Dataset content Start Marker

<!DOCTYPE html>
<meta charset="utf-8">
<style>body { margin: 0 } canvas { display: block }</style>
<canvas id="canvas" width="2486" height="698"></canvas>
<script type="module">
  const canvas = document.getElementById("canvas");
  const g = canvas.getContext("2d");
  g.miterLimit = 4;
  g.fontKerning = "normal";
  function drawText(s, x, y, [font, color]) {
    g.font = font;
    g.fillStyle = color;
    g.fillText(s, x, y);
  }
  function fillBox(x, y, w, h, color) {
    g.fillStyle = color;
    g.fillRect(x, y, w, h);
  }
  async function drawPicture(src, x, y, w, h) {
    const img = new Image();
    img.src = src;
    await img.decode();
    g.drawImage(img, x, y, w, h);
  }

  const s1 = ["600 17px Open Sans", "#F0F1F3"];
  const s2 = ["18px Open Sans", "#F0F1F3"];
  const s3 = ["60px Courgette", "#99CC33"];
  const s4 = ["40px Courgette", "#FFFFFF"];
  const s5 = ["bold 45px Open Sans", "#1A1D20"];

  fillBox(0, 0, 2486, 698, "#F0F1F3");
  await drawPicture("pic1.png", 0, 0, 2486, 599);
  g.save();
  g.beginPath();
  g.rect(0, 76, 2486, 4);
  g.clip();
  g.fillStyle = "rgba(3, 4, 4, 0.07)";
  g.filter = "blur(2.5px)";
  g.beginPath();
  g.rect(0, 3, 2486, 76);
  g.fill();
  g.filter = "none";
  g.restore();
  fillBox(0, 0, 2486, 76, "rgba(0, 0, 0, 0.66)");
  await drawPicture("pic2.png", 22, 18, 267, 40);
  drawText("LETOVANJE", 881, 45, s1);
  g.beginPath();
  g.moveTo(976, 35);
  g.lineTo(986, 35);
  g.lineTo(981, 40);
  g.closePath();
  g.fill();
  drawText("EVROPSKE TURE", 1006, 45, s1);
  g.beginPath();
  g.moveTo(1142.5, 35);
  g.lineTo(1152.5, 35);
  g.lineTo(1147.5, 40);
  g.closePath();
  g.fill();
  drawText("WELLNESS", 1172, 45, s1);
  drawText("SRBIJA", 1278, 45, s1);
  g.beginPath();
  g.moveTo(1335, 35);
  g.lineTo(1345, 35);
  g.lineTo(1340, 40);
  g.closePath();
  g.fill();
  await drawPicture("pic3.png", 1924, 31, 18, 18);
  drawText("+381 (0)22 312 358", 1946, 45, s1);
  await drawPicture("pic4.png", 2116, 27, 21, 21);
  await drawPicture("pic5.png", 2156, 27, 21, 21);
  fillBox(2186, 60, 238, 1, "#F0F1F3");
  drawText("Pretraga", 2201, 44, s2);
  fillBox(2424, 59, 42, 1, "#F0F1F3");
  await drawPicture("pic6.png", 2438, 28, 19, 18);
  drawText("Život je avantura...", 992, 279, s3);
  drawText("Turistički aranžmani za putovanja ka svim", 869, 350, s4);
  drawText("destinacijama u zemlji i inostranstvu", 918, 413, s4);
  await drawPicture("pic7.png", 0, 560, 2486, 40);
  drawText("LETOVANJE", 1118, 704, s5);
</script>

Dataset content End Marker

### Problem description
What lines in the entries contain "color"? Report each one by copying it.

### Exercise result
  function drawText(s, x, y, [font, color]) {
    g.fillStyle = color;
  function fillBox(x, y, w, h, color) {
    g.fillStyle = color;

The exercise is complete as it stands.